The cut was so precise it took a second for the cable to understand it had died.

Then it snapped.

The sound was a violent twang that shivered through the whole structure. The catwalk jerked under Zack's feet like a living thing startled awake. Bolts screamed. Metal plates buckled. A section of grating dipped hard, then tore loose, dropping away into the green glare below.

Heat surged up through the sudden gap like a breath from an open mouth.

Zack's stomach dropped with it.

His boot skidded. The world tilted. The railing blurred past his hand as the platform lurched and the slick metal decided it didn't want to be a floor anymore.

Zack threw himself sideways on instinct, fingers clawing for purchase.

His glove caught the railing.

It was wet. It was hot. It felt like grabbing the edge of a pan that had been sitting on a burner for hours, except the pain arrived a fraction late because adrenaline is a liar that loans you time and then collects with interest.

Zack's body swung out over the gap.

For one suspended, ridiculous moment, he saw everything beneath him: the open mako channels, the blinding river of green fire, the turbulence moving through it like muscle. It surged against the containment walls in luminous waves, and the light strobed across Zack's face like a warning lamp.

He could've sworn it surged harder right then—right at the moment his grip slipped a millimeter.

Like it was reacting.

Not to gravity.

To him.

To the panic spike, to the grief, to the frantic no no no that his mind screamed without words. Like the Lifestream wasn't just energy down there. Like it was listening. Like it was hungry for big feelings and didn't care where they came from.

Zack's forearm trembled as he hauled himself back up, muscles screaming. His boots scraped the grating, found purchase, slipped again, then finally bit. He rolled onto the catwalk on his side, coughing hard enough to taste metal.

He didn't have time to breathe.

Sephiroth was already walking toward the access gate again, coat trailing, blade low at his side, as if the near-fall had been nothing more than a minor inconvenience he'd corrected.
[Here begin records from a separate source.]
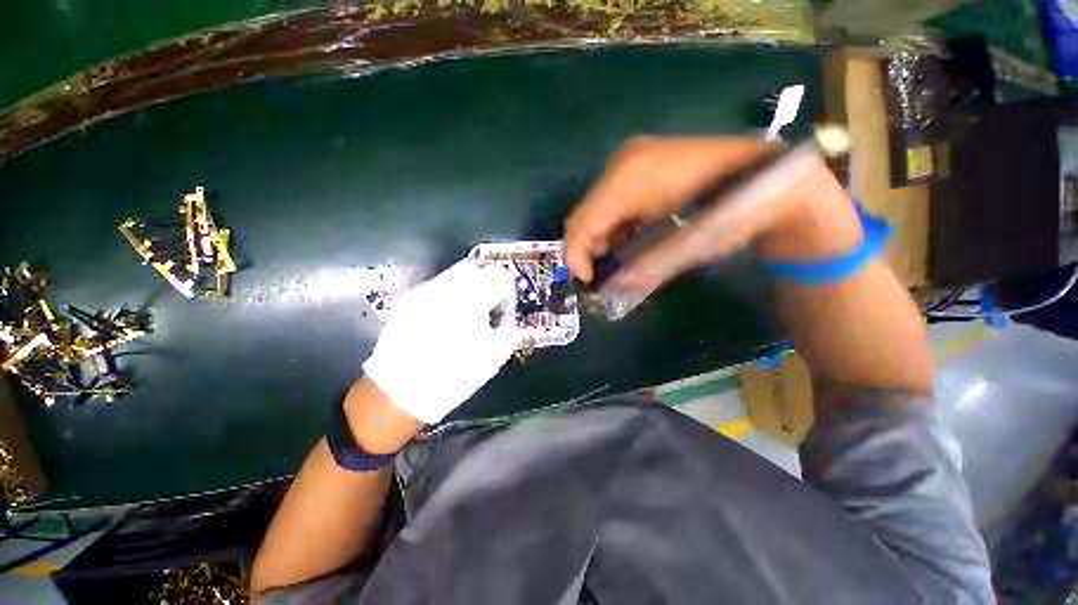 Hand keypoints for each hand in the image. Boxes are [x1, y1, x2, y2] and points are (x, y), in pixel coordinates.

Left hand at [361, 258, 520, 424]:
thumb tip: (505, 316)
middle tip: (488, 309)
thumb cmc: (455, 374)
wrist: (399, 393)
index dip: (508, 293)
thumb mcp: (497, 354)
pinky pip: (437, 288)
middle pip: (476, 267)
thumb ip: (509, 327)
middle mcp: (446, 285)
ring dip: (468, 290)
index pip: (500, 275)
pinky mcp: (408, 300)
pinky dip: (449, 298)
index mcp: (471, 297)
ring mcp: (423, 290)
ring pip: (455, 275)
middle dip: (487, 284)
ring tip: (466, 317)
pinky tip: (444, 323)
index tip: (502, 314)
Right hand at [564, 136, 860, 290]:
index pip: (583, 222)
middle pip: (584, 212)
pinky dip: (611, 221)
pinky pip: (611, 198)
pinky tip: (626, 235)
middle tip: (597, 271)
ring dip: (598, 234)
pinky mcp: (640, 162)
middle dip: (585, 246)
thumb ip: (638, 269)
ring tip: (613, 256)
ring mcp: (631, 158)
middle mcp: (621, 162)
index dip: (576, 254)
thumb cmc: (729, 213)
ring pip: (595, 205)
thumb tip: (610, 288)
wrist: (765, 177)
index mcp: (627, 179)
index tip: (586, 279)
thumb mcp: (680, 248) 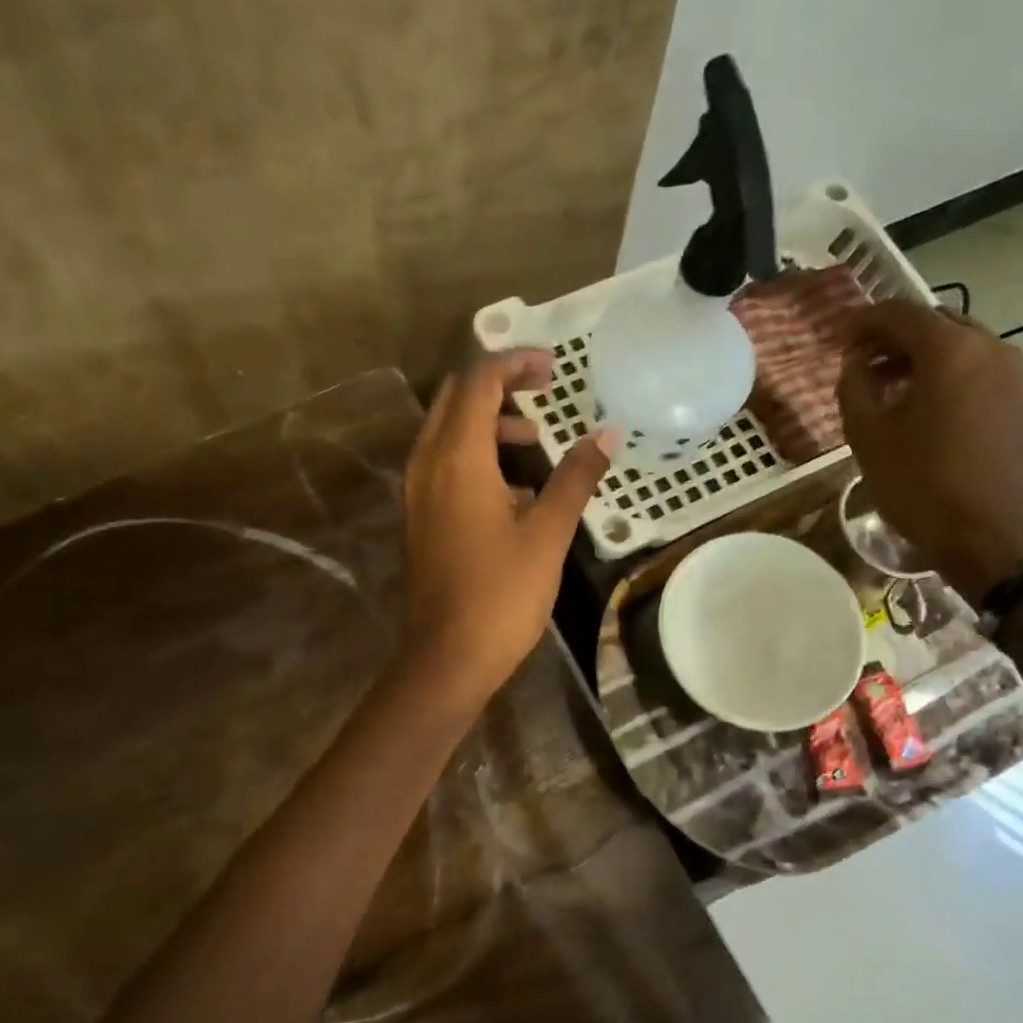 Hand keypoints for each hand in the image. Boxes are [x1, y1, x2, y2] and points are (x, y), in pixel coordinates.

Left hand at [397, 350, 614, 710]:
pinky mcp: (418, 519)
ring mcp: (416, 493)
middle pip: (455, 400)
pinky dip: (475, 458)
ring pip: (446, 433)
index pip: (478, 382)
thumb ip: (575, 479)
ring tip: (535, 442)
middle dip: (498, 386)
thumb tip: (606, 435)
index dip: (515, 363)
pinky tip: (513, 491)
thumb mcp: (547, 535)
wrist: (446, 658)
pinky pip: (442, 466)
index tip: (553, 369)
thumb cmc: (501, 596)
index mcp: (457, 459)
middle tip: (543, 393)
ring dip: (488, 424)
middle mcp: (427, 465)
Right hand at [837, 300, 1022, 602]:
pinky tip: (923, 406)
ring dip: (921, 357)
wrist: (983, 533)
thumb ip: (854, 385)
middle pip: (935, 324)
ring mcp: (1011, 374)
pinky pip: (976, 370)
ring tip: (889, 387)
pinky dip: (946, 375)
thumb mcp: (866, 433)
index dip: (865, 322)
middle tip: (863, 363)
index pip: (900, 313)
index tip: (840, 338)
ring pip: (959, 346)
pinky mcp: (1019, 400)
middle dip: (895, 337)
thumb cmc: (917, 481)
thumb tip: (857, 362)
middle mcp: (988, 347)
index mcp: (949, 349) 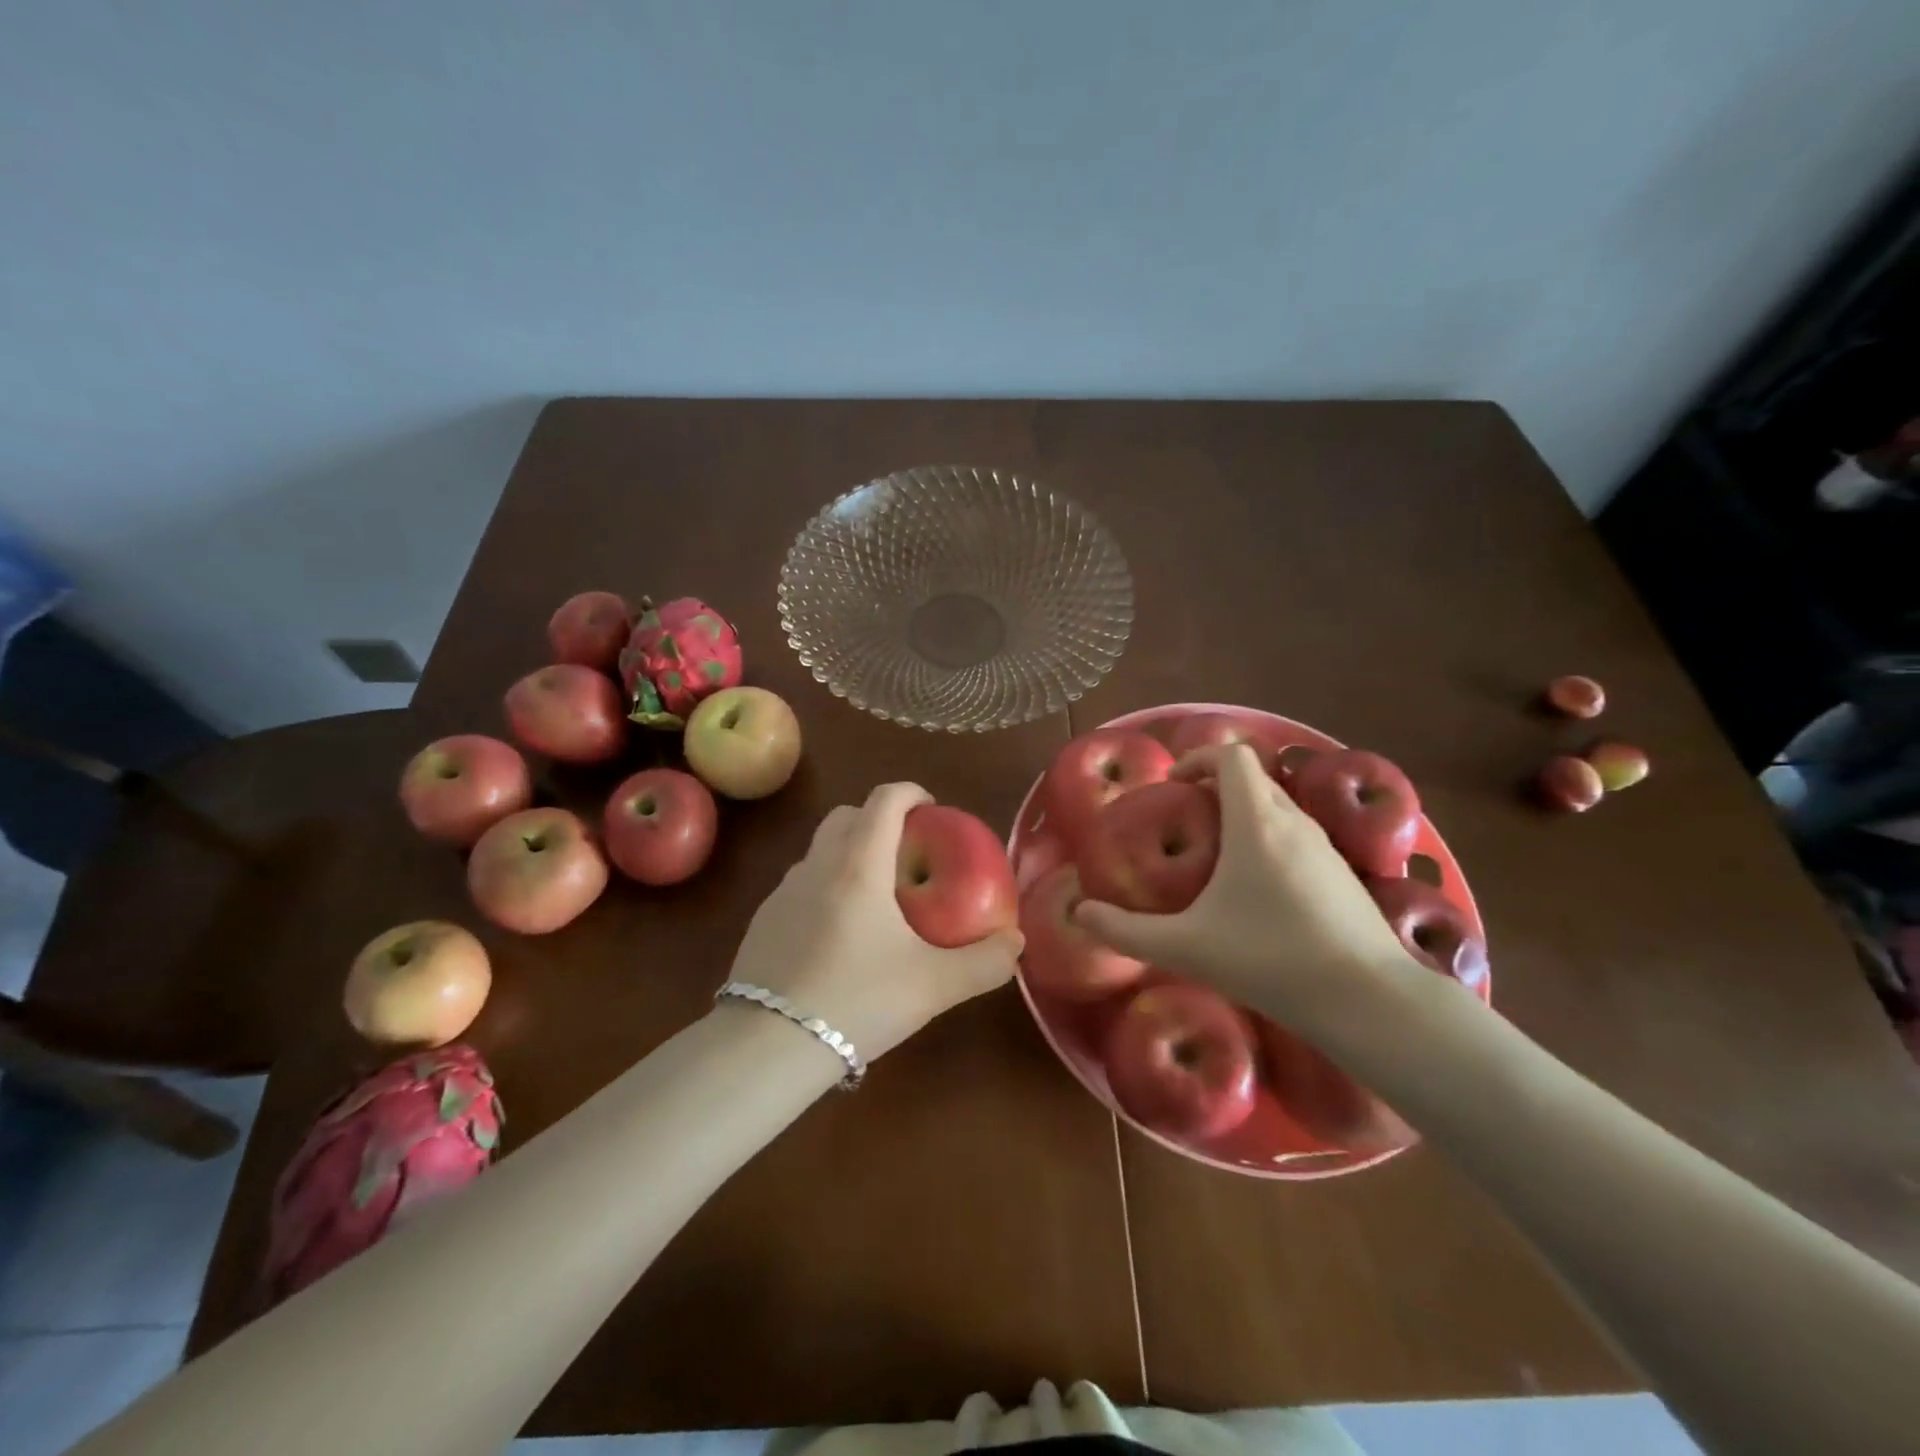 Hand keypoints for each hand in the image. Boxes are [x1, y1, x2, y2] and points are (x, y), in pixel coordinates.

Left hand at [727, 782, 1024, 1062]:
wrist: (768, 1046)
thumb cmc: (857, 1001)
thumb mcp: (934, 986)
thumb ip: (984, 963)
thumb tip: (1014, 943)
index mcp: (859, 865)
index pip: (884, 800)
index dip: (912, 793)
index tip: (933, 808)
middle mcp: (817, 865)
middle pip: (847, 815)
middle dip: (879, 819)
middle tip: (908, 852)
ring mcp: (783, 892)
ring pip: (820, 850)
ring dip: (850, 853)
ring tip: (877, 898)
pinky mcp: (763, 920)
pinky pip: (801, 884)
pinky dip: (826, 887)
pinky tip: (839, 935)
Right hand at [1074, 744, 1424, 1039]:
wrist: (1367, 999)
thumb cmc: (1269, 958)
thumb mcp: (1184, 947)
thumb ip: (1125, 931)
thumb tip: (1080, 914)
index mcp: (1256, 821)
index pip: (1232, 756)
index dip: (1198, 758)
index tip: (1173, 787)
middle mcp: (1294, 822)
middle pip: (1254, 779)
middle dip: (1217, 788)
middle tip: (1188, 821)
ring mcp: (1326, 848)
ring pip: (1280, 809)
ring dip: (1246, 816)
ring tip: (1219, 857)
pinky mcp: (1344, 875)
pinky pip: (1299, 838)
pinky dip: (1272, 842)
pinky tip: (1260, 894) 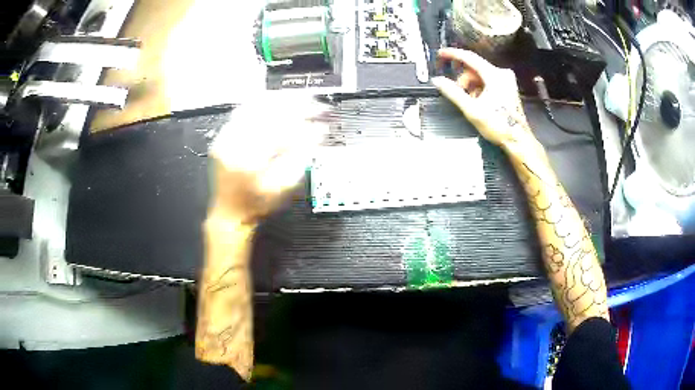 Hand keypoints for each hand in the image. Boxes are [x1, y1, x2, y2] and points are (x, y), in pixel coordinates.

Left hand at [209, 96, 328, 223]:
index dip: (305, 122)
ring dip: (279, 99)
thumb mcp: (281, 189)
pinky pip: (243, 109)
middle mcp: (235, 142)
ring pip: (255, 105)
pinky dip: (262, 102)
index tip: (321, 122)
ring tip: (299, 98)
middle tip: (315, 104)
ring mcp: (227, 136)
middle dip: (295, 105)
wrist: (229, 213)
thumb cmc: (256, 205)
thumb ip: (299, 159)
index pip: (282, 129)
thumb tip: (317, 134)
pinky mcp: (224, 135)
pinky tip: (275, 101)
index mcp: (250, 158)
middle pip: (268, 111)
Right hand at [432, 48, 540, 151]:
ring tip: (470, 101)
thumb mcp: (472, 109)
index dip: (453, 54)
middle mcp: (502, 74)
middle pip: (475, 68)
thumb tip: (438, 81)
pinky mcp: (507, 88)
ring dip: (471, 85)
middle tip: (457, 91)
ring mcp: (506, 81)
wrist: (518, 140)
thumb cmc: (499, 125)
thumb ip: (453, 92)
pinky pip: (488, 81)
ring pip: (481, 75)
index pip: (469, 57)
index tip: (441, 53)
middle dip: (463, 78)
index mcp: (495, 75)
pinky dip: (479, 89)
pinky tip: (478, 102) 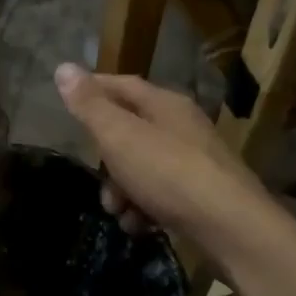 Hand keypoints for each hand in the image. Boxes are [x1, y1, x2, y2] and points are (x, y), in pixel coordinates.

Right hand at [53, 63, 267, 245]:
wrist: (231, 227)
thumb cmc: (168, 172)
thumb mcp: (119, 136)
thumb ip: (89, 105)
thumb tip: (63, 67)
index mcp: (164, 103)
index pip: (121, 85)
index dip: (93, 90)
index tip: (67, 101)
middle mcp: (182, 126)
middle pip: (131, 131)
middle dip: (106, 157)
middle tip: (95, 177)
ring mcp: (196, 161)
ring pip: (143, 167)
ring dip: (123, 190)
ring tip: (117, 211)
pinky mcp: (203, 195)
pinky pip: (162, 194)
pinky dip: (145, 208)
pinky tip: (139, 225) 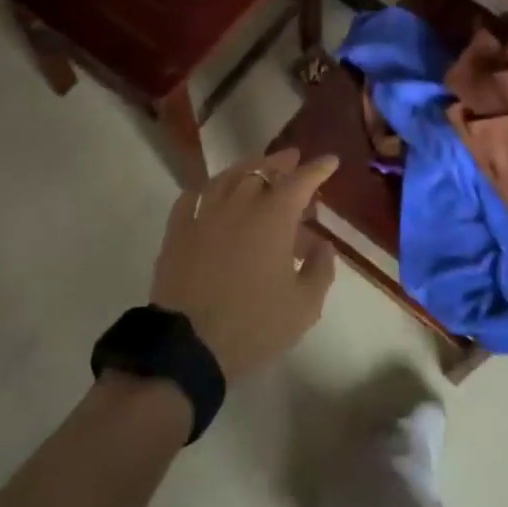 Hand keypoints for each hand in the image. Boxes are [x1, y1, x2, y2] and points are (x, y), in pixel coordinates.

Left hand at [149, 149, 338, 378]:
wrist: (188, 347)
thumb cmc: (253, 325)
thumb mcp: (303, 306)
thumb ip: (320, 270)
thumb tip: (324, 245)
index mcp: (274, 217)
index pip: (301, 181)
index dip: (317, 169)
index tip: (330, 160)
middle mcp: (239, 204)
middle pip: (261, 169)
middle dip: (281, 162)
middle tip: (292, 159)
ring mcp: (204, 214)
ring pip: (226, 177)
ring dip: (246, 167)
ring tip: (255, 167)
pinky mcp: (177, 232)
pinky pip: (191, 197)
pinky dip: (205, 189)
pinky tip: (209, 191) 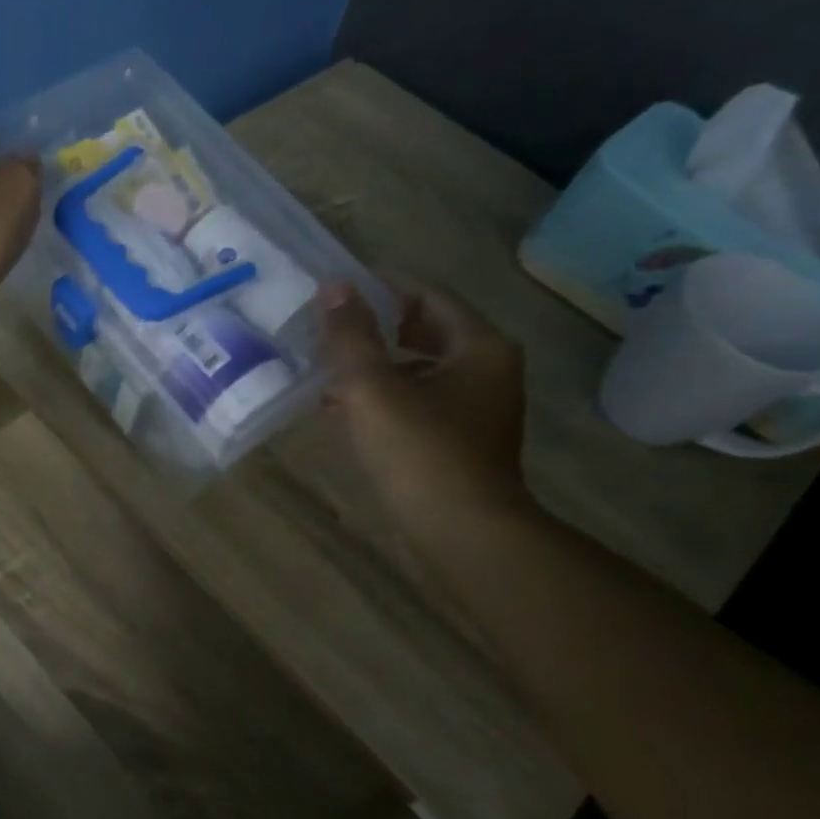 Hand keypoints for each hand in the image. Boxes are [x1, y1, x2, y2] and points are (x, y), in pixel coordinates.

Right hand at [319, 280, 532, 530]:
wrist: (463, 532)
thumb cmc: (420, 451)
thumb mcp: (373, 388)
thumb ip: (351, 336)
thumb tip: (334, 286)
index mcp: (479, 347)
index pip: (427, 298)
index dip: (380, 295)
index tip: (336, 305)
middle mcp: (489, 370)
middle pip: (425, 334)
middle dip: (375, 336)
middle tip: (330, 341)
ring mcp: (480, 408)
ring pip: (421, 371)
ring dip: (377, 372)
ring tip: (330, 381)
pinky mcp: (465, 441)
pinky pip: (422, 403)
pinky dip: (389, 402)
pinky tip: (349, 417) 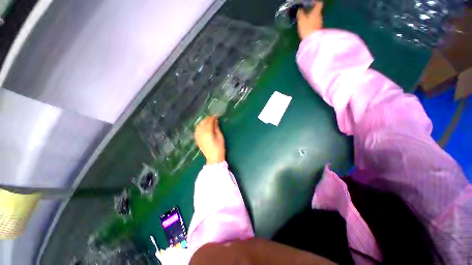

Zack shoved himself upright, lungs burning. His hands shook—not from fear, he told himself, not from fear, just from heat and effort and the way the chamber seemed to vibrate through his bones like it wanted him to fall.

"Sephiroth!" Zack shouted, raw now. "This isn't freedom. This is you being pulled."

Sephiroth paused.

Just long enough for Zack to hope.

Then Sephiroth turned his head slightly, and the look he gave Zack wasn't hatred.

It was pity.

The kind you give a person still clinging to a story you've already outgrown.

"You're still trying to save me," Sephiroth said, voice almost soft under the roar. "Even now."

Zack lifted the Buster Sword again, forcing the blade up through trembling arms. The steel felt heavier than it had any right to, like it had absorbed every promise ever made with it and was now demanding Zack pay for them all at once.

"I'm not letting you do this," Zack said, and the words came out more like a vow than a threat.

Sephiroth's mouth curved faintly, not mocking—worse. Appreciative.

Then the Masamune rose again, and the chamber tightened around them, heat shimmering, mako roaring below like a living audience.

Zack took one step forward on slick metal.

Sephiroth took one step forward like the floor belonged to him.

And the green river beneath them surged—bright and violent—like it had decided this fight mattered enough to answer back.